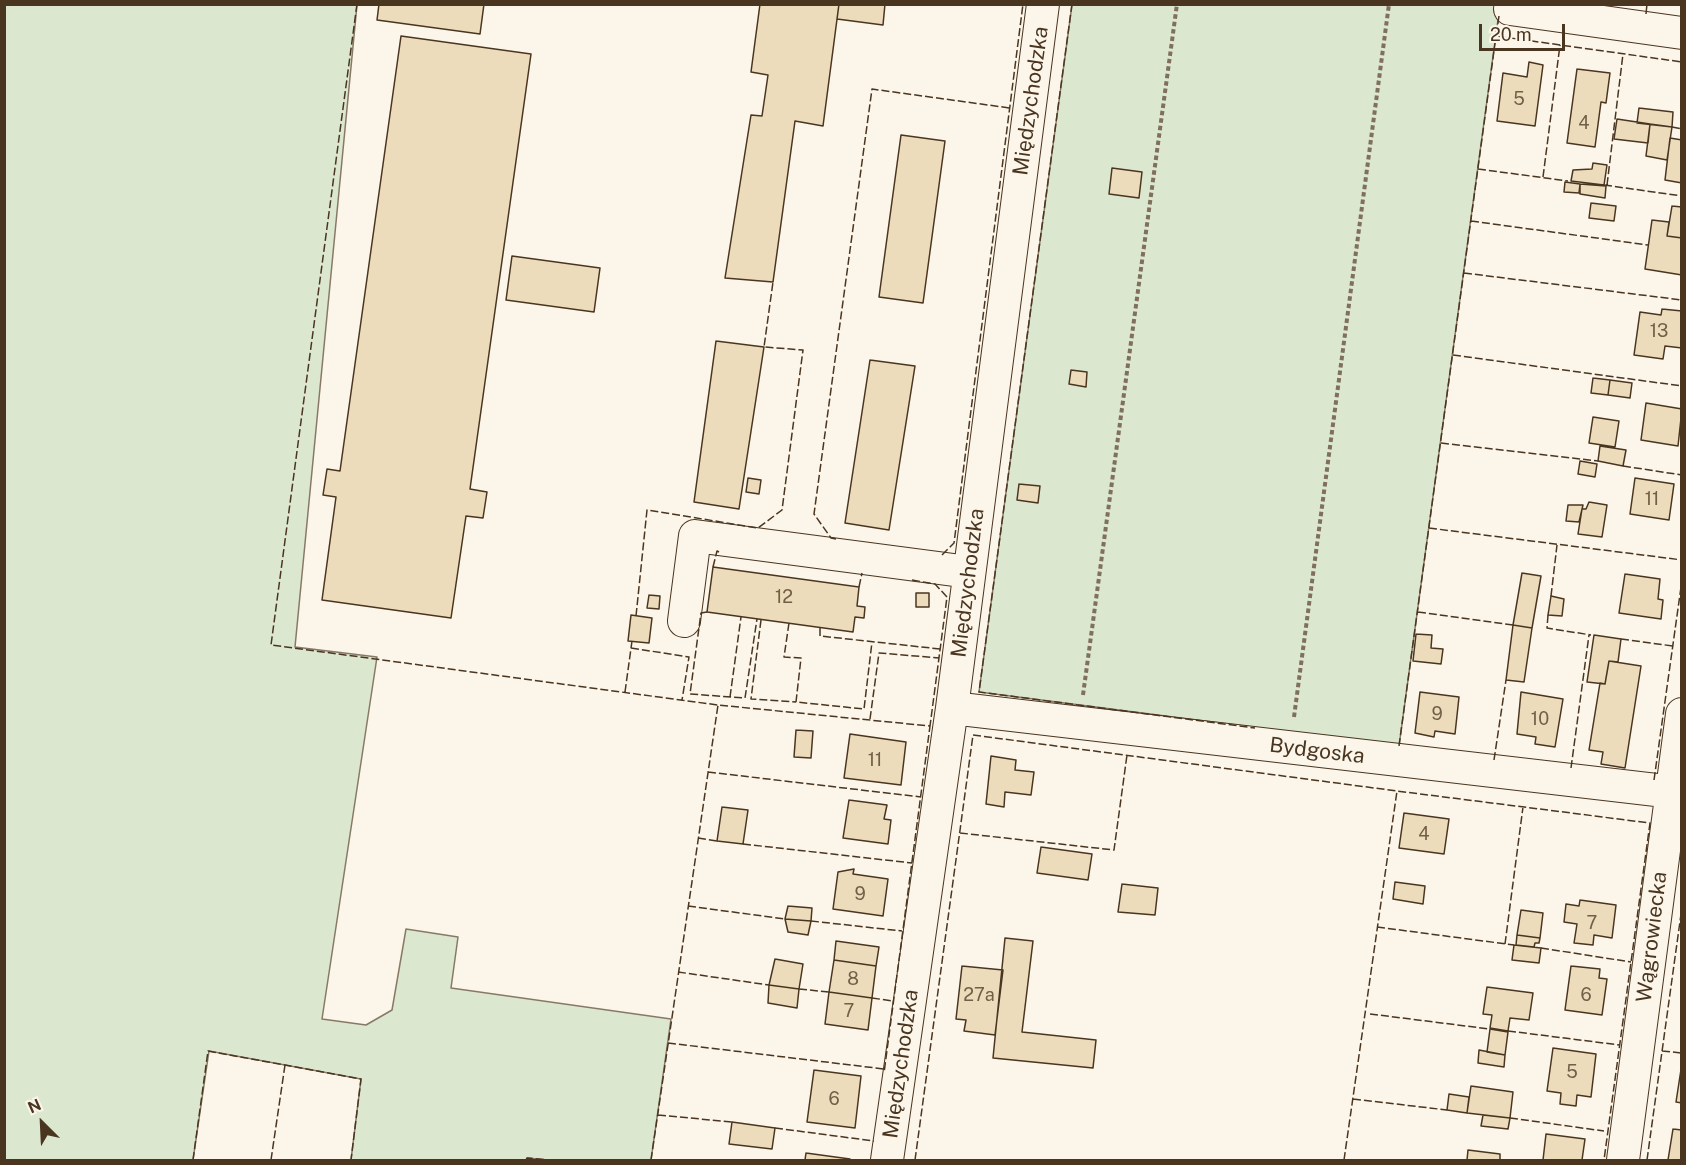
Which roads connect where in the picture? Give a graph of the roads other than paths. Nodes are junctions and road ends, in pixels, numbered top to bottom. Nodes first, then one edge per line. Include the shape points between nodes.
1 (1043, 4) edge
2 (1510, 9) dead end
3 (1682, 33) edge
4 (969, 572) junction
5 (684, 621) dead end
6 (952, 708) junction
7 (1682, 714) edge
8 (1676, 792) edge
9 (887, 1161) edge
10 (1623, 1161) edge

1 - 4 street, Międzychodzka
2 - 3 street
4 - 5 street via 695,536
4 - 6 street, Międzychodzka
6 - 8 street, Bydgoska
6 - 9 street, Międzychodzka
7 - 8 street, Wągrowiecka
8 - 10 street, Wągrowiecka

☆ ☆ ☆ ☆ ☆ ☆ ☆

* AIM OF THE EXERCISE: Each record must be quoted in full and exactly. Do not include the pictures.

* EXERCISE RESPONSE:
Which roads connect where in the picture? Give a graph of the roads other than paths. Nodes are junctions and road ends, in pixels, numbered top to bottom. Nodes first, then one edge per line. Include the shape points between nodes.
1 (1043, 4) edge
2 (1510, 9) dead end
3 (1682, 33) edge
4 (969, 572) junction
5 (684, 621) dead end
6 (952, 708) junction
7 (1682, 714) edge
8 (1676, 792) edge
9 (887, 1161) edge
10 (1623, 1161) edge

1 - 4 street, Międzychodzka
2 - 3 street
4 - 5 street via 695,536
4 - 6 street, Międzychodzka
6 - 8 street, Bydgoska
6 - 9 street, Międzychodzka
7 - 8 street, Wągrowiecka
8 - 10 street, Wągrowiecka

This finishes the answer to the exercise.